EXERCISE DESCRIPTION
Copy each line below holding "Left".

START THE DATA

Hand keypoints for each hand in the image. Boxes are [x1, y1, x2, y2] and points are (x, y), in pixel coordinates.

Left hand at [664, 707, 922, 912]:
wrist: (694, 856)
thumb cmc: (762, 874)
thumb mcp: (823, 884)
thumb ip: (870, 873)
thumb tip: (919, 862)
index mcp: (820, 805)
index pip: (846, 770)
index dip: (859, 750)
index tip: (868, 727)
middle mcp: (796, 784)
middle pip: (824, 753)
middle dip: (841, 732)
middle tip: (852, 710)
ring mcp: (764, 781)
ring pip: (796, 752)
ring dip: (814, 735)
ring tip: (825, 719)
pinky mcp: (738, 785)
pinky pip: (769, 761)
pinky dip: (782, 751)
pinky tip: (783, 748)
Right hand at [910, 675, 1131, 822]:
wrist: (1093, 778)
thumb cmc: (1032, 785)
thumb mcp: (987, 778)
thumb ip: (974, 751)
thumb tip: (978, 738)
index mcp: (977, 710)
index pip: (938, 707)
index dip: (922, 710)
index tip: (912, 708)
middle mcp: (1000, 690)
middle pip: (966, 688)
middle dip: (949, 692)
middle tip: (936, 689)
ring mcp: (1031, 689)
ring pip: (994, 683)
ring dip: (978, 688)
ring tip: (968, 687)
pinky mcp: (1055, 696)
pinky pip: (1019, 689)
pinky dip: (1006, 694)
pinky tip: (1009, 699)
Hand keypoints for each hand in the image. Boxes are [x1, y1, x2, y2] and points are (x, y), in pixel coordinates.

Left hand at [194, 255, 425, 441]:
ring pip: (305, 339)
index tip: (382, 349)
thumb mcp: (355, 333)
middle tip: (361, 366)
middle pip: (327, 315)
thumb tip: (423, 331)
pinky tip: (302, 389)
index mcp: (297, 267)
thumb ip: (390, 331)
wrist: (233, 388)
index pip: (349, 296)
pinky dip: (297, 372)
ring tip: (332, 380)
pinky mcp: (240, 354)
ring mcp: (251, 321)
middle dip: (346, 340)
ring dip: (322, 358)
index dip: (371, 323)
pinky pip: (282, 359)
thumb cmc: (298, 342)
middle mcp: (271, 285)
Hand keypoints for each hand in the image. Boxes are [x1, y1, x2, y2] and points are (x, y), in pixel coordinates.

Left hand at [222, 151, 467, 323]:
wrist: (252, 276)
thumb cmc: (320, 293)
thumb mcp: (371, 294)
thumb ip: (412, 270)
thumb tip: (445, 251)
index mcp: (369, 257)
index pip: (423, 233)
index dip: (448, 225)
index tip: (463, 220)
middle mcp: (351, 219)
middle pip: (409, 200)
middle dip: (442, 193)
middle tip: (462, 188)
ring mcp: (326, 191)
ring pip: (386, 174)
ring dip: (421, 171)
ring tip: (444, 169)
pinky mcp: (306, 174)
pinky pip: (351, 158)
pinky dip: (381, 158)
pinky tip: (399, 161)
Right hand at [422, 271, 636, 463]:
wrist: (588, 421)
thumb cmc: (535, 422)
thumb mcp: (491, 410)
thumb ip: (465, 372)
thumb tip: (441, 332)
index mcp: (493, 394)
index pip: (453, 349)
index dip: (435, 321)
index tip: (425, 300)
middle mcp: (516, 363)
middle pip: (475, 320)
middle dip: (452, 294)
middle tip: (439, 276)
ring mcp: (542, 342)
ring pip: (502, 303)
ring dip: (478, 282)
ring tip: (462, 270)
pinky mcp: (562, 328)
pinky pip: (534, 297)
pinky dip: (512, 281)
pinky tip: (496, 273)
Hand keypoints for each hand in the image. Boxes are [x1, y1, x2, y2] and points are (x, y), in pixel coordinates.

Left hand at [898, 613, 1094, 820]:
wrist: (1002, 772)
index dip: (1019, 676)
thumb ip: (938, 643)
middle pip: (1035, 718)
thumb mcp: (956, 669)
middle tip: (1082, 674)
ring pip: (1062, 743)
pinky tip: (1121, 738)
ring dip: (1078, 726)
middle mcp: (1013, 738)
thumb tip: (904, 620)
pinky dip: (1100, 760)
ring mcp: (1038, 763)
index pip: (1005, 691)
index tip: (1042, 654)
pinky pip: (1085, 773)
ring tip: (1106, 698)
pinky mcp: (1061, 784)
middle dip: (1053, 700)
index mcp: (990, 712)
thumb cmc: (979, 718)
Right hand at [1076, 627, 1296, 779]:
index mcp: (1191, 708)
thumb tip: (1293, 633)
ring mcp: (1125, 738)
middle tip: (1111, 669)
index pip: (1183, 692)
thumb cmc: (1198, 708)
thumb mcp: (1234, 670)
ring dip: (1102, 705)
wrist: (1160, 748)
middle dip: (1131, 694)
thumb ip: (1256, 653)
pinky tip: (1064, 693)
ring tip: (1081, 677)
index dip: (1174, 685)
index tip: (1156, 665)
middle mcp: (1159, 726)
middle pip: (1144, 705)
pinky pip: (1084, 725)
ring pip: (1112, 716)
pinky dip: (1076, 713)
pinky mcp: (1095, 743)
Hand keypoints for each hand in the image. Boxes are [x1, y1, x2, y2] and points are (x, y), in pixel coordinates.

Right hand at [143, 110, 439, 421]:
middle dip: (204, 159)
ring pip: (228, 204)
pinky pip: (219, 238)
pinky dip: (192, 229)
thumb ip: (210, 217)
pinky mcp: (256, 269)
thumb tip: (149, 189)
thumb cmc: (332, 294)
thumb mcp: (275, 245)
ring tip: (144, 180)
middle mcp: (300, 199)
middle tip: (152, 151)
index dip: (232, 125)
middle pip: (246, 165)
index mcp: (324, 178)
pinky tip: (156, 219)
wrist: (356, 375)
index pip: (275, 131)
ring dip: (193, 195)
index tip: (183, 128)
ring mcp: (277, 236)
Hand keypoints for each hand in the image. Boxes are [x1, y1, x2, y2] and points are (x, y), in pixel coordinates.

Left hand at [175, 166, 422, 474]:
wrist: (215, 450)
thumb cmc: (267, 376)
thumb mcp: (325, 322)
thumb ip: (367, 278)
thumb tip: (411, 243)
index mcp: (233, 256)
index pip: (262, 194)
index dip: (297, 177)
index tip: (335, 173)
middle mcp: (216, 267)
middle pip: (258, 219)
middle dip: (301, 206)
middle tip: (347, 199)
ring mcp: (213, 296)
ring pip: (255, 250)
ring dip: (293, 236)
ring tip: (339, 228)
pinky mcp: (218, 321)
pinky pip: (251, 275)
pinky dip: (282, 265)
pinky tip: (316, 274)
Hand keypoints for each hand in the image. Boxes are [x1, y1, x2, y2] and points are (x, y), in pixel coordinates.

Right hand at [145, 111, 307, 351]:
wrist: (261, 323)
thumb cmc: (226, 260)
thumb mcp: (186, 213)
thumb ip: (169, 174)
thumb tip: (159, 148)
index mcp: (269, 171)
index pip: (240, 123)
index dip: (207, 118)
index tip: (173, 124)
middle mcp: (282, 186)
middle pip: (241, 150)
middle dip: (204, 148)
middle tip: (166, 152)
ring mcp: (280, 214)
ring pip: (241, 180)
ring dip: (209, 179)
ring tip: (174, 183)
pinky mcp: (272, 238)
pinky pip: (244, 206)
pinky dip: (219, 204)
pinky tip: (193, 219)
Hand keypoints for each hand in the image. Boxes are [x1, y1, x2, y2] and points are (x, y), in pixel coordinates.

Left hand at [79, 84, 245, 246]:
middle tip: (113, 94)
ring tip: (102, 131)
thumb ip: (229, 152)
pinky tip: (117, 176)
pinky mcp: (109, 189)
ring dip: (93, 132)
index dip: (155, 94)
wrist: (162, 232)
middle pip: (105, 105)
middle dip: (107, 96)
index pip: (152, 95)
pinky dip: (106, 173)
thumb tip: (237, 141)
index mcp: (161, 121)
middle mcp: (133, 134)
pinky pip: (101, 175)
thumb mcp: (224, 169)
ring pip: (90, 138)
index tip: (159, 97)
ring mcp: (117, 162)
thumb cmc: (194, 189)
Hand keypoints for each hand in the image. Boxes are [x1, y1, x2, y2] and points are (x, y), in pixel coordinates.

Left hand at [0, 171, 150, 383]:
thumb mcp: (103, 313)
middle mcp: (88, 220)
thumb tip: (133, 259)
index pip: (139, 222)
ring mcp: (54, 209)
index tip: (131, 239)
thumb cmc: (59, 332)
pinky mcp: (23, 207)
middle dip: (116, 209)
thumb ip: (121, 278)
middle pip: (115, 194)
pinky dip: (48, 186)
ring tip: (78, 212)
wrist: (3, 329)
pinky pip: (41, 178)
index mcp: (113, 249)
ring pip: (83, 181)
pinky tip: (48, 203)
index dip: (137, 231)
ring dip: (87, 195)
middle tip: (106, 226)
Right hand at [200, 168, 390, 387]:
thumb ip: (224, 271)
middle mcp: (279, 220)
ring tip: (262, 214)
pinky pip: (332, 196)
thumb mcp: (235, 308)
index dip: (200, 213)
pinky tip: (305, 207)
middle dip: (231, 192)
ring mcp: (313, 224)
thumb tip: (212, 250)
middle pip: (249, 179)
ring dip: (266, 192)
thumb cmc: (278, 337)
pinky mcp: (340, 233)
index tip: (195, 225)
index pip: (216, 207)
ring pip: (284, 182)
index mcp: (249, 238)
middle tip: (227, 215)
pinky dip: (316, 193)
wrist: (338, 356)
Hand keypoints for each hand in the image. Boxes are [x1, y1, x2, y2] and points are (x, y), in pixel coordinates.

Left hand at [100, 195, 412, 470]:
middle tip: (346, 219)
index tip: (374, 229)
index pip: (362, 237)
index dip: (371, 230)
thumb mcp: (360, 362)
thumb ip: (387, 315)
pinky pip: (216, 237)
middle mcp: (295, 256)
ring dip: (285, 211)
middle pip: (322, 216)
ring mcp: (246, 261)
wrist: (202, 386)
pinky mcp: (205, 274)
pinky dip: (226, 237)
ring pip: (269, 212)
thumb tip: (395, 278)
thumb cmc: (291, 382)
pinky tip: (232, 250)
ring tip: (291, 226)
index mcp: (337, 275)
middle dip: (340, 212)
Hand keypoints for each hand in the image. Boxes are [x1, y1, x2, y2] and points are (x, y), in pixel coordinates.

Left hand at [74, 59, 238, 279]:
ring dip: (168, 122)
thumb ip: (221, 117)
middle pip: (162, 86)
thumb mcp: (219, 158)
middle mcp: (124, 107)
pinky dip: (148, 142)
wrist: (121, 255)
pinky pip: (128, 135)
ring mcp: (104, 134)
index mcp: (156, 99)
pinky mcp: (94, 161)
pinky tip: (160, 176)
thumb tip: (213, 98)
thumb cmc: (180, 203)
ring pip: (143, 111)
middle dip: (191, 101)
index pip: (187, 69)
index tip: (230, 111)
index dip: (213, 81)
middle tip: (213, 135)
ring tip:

END THE DATA

ANSWER BELOW
Left hand at [664, 707, 922, 912]:
Left hand at [194, 255, 425, 441]:
Left hand at [222, 151, 467, 323]:
Left hand at [898, 613, 1094, 820]:
Left hand at [175, 166, 422, 474]:
Left hand at [79, 84, 245, 246]:
Left hand at [0, 171, 150, 383]:
Left hand at [100, 195, 412, 470]:
Left hand at [74, 59, 238, 279]:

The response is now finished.